▶ _Exercise objective_
Could each record be restated word for word?

▶ _Stored data_
-=-=-=-=-

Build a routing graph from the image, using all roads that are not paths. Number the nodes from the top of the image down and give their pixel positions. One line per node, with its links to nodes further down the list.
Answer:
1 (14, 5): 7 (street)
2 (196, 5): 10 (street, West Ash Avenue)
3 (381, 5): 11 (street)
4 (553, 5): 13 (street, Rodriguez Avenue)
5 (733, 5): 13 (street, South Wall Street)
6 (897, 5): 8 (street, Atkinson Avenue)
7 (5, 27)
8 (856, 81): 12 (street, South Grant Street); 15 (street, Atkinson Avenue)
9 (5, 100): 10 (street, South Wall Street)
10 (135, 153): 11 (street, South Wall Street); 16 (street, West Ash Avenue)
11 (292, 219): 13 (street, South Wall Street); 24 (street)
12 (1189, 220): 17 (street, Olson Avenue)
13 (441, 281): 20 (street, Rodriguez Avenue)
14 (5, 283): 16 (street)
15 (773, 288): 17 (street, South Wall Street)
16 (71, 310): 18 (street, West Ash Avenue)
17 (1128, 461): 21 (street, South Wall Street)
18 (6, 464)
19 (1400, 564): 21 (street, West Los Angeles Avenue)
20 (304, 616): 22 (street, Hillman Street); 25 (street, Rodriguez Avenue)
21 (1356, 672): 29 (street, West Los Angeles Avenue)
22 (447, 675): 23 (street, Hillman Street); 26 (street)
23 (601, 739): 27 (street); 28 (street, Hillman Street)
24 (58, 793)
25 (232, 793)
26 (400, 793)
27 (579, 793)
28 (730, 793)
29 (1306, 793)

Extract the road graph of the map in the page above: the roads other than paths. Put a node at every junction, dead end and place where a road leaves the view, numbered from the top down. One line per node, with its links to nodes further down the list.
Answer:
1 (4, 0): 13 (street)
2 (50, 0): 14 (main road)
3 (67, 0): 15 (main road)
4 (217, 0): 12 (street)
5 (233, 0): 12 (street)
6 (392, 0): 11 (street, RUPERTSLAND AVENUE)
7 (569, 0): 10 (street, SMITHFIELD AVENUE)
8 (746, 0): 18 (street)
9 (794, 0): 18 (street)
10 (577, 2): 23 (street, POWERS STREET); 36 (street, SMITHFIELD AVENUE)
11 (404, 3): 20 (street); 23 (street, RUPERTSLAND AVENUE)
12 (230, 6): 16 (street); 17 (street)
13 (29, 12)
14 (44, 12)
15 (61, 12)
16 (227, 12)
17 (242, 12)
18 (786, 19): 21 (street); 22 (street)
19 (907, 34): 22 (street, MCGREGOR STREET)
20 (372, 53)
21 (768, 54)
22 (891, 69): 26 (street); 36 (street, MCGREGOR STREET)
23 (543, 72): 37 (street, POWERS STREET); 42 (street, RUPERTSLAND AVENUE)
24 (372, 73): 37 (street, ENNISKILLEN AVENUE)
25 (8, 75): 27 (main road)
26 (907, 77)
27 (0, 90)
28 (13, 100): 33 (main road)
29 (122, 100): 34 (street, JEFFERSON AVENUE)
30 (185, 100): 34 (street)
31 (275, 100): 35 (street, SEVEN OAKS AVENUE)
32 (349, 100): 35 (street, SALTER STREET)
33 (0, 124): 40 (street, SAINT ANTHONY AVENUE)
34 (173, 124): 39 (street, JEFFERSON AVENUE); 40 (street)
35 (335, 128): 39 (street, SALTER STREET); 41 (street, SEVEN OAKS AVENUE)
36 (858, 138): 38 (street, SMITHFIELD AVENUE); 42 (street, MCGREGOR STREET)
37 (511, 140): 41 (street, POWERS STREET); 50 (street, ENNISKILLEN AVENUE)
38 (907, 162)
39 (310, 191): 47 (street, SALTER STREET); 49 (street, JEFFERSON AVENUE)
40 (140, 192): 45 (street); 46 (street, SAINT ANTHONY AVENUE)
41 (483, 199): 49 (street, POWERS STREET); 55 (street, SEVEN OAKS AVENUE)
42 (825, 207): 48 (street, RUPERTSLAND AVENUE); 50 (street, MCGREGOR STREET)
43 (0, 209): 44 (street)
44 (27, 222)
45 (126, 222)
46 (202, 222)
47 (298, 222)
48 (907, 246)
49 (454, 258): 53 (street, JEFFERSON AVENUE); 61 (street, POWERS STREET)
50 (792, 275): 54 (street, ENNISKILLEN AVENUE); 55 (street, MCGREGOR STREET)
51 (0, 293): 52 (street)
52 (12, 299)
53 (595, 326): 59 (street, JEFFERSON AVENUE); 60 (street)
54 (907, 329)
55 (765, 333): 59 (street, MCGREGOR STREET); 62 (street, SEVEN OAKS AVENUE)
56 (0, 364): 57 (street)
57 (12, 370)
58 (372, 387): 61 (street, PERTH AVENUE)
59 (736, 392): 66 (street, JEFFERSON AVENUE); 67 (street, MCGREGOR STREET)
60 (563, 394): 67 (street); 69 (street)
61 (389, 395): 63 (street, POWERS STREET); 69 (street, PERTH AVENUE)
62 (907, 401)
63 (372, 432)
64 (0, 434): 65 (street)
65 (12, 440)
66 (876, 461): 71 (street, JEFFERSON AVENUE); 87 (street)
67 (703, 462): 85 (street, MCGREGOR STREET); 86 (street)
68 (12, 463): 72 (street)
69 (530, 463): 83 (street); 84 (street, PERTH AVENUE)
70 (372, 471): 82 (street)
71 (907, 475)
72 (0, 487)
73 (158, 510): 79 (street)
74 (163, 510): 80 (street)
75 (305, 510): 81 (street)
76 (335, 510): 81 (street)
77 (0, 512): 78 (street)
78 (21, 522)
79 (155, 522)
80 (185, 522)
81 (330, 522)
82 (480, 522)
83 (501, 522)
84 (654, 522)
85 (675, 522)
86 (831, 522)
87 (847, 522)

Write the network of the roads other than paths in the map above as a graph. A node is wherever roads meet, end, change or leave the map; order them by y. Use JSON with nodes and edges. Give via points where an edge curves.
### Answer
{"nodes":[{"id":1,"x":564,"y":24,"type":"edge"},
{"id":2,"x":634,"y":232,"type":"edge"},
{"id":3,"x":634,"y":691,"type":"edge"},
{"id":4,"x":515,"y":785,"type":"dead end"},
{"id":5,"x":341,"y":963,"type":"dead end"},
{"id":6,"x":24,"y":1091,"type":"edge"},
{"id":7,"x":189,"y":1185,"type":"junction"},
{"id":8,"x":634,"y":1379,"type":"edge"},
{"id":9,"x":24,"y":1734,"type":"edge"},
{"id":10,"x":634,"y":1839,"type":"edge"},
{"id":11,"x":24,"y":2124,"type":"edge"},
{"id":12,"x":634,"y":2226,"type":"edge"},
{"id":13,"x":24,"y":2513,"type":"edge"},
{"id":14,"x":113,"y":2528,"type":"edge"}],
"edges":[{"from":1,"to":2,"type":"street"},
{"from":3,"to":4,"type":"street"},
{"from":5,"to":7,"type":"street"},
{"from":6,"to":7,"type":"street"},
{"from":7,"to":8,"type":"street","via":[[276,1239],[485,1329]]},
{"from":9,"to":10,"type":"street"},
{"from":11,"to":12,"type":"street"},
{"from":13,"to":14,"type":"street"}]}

-=-=-=-=-

▶ _Answer for this exercise_
Build a routing graph from the image, using all roads that are not paths. Number the nodes from the top of the image down and give their pixel positions. One line per node, with its links to nodes further down the list.
Answer:
1 (14, 5): 7 (street)
2 (196, 5): 10 (street, West Ash Avenue)
3 (381, 5): 11 (street)
4 (553, 5): 13 (street, Rodriguez Avenue)
5 (733, 5): 13 (street, South Wall Street)
6 (897, 5): 8 (street, Atkinson Avenue)
7 (5, 27)
8 (856, 81): 12 (street, South Grant Street); 15 (street, Atkinson Avenue)
9 (5, 100): 10 (street, South Wall Street)
10 (135, 153): 11 (street, South Wall Street); 16 (street, West Ash Avenue)
11 (292, 219): 13 (street, South Wall Street); 24 (street)
12 (1189, 220): 17 (street, Olson Avenue)
13 (441, 281): 20 (street, Rodriguez Avenue)
14 (5, 283): 16 (street)
15 (773, 288): 17 (street, South Wall Street)
16 (71, 310): 18 (street, West Ash Avenue)
17 (1128, 461): 21 (street, South Wall Street)
18 (6, 464)
19 (1400, 564): 21 (street, West Los Angeles Avenue)
20 (304, 616): 22 (street, Hillman Street); 25 (street, Rodriguez Avenue)
21 (1356, 672): 29 (street, West Los Angeles Avenue)
22 (447, 675): 23 (street, Hillman Street); 26 (street)
23 (601, 739): 27 (street); 28 (street, Hillman Street)
24 (58, 793)
25 (232, 793)
26 (400, 793)
27 (579, 793)
28 (730, 793)
29 (1306, 793)

Extract the road graph of the map in the page above: the roads other than paths. Put a node at every junction, dead end and place where a road leaves the view, numbered from the top down. One line per node, with its links to nodes further down the list.
Answer:
1 (4, 0): 13 (street)
2 (50, 0): 14 (main road)
3 (67, 0): 15 (main road)
4 (217, 0): 12 (street)
5 (233, 0): 12 (street)
6 (392, 0): 11 (street, RUPERTSLAND AVENUE)
7 (569, 0): 10 (street, SMITHFIELD AVENUE)
8 (746, 0): 18 (street)
9 (794, 0): 18 (street)
10 (577, 2): 23 (street, POWERS STREET); 36 (street, SMITHFIELD AVENUE)
11 (404, 3): 20 (street); 23 (street, RUPERTSLAND AVENUE)
12 (230, 6): 16 (street); 17 (street)
13 (29, 12)
14 (44, 12)
15 (61, 12)
16 (227, 12)
17 (242, 12)
18 (786, 19): 21 (street); 22 (street)
19 (907, 34): 22 (street, MCGREGOR STREET)
20 (372, 53)
21 (768, 54)
22 (891, 69): 26 (street); 36 (street, MCGREGOR STREET)
23 (543, 72): 37 (street, POWERS STREET); 42 (street, RUPERTSLAND AVENUE)
24 (372, 73): 37 (street, ENNISKILLEN AVENUE)
25 (8, 75): 27 (main road)
26 (907, 77)
27 (0, 90)
28 (13, 100): 33 (main road)
29 (122, 100): 34 (street, JEFFERSON AVENUE)
30 (185, 100): 34 (street)
31 (275, 100): 35 (street, SEVEN OAKS AVENUE)
32 (349, 100): 35 (street, SALTER STREET)
33 (0, 124): 40 (street, SAINT ANTHONY AVENUE)
34 (173, 124): 39 (street, JEFFERSON AVENUE); 40 (street)
35 (335, 128): 39 (street, SALTER STREET); 41 (street, SEVEN OAKS AVENUE)
36 (858, 138): 38 (street, SMITHFIELD AVENUE); 42 (street, MCGREGOR STREET)
37 (511, 140): 41 (street, POWERS STREET); 50 (street, ENNISKILLEN AVENUE)
38 (907, 162)
39 (310, 191): 47 (street, SALTER STREET); 49 (street, JEFFERSON AVENUE)
40 (140, 192): 45 (street); 46 (street, SAINT ANTHONY AVENUE)
41 (483, 199): 49 (street, POWERS STREET); 55 (street, SEVEN OAKS AVENUE)
42 (825, 207): 48 (street, RUPERTSLAND AVENUE); 50 (street, MCGREGOR STREET)
43 (0, 209): 44 (street)
44 (27, 222)
45 (126, 222)
46 (202, 222)
47 (298, 222)
48 (907, 246)
49 (454, 258): 53 (street, JEFFERSON AVENUE); 61 (street, POWERS STREET)
50 (792, 275): 54 (street, ENNISKILLEN AVENUE); 55 (street, MCGREGOR STREET)
51 (0, 293): 52 (street)
52 (12, 299)
53 (595, 326): 59 (street, JEFFERSON AVENUE); 60 (street)
54 (907, 329)
55 (765, 333): 59 (street, MCGREGOR STREET); 62 (street, SEVEN OAKS AVENUE)
56 (0, 364): 57 (street)
57 (12, 370)
58 (372, 387): 61 (street, PERTH AVENUE)
59 (736, 392): 66 (street, JEFFERSON AVENUE); 67 (street, MCGREGOR STREET)
60 (563, 394): 67 (street); 69 (street)
61 (389, 395): 63 (street, POWERS STREET); 69 (street, PERTH AVENUE)
62 (907, 401)
63 (372, 432)
64 (0, 434): 65 (street)
65 (12, 440)
66 (876, 461): 71 (street, JEFFERSON AVENUE); 87 (street)
67 (703, 462): 85 (street, MCGREGOR STREET); 86 (street)
68 (12, 463): 72 (street)
69 (530, 463): 83 (street); 84 (street, PERTH AVENUE)
70 (372, 471): 82 (street)
71 (907, 475)
72 (0, 487)
73 (158, 510): 79 (street)
74 (163, 510): 80 (street)
75 (305, 510): 81 (street)
76 (335, 510): 81 (street)
77 (0, 512): 78 (street)
78 (21, 522)
79 (155, 522)
80 (185, 522)
81 (330, 522)
82 (480, 522)
83 (501, 522)
84 (654, 522)
85 (675, 522)
86 (831, 522)
87 (847, 522)

Write the network of the roads other than paths in the map above as a graph. A node is wherever roads meet, end, change or leave the map; order them by y. Use JSON with nodes and edges. Give via points where an edge curves.
### Answer
{"nodes":[{"id":1,"x":564,"y":24,"type":"edge"},
{"id":2,"x":634,"y":232,"type":"edge"},
{"id":3,"x":634,"y":691,"type":"edge"},
{"id":4,"x":515,"y":785,"type":"dead end"},
{"id":5,"x":341,"y":963,"type":"dead end"},
{"id":6,"x":24,"y":1091,"type":"edge"},
{"id":7,"x":189,"y":1185,"type":"junction"},
{"id":8,"x":634,"y":1379,"type":"edge"},
{"id":9,"x":24,"y":1734,"type":"edge"},
{"id":10,"x":634,"y":1839,"type":"edge"},
{"id":11,"x":24,"y":2124,"type":"edge"},
{"id":12,"x":634,"y":2226,"type":"edge"},
{"id":13,"x":24,"y":2513,"type":"edge"},
{"id":14,"x":113,"y":2528,"type":"edge"}],
"edges":[{"from":1,"to":2,"type":"street"},
{"from":3,"to":4,"type":"street"},
{"from":5,"to":7,"type":"street"},
{"from":6,"to":7,"type":"street"},
{"from":7,"to":8,"type":"street","via":[[276,1239],[485,1329]]},
{"from":9,"to":10,"type":"street"},
{"from":11,"to":12,"type":"street"},
{"from":13,"to":14,"type":"street"}]}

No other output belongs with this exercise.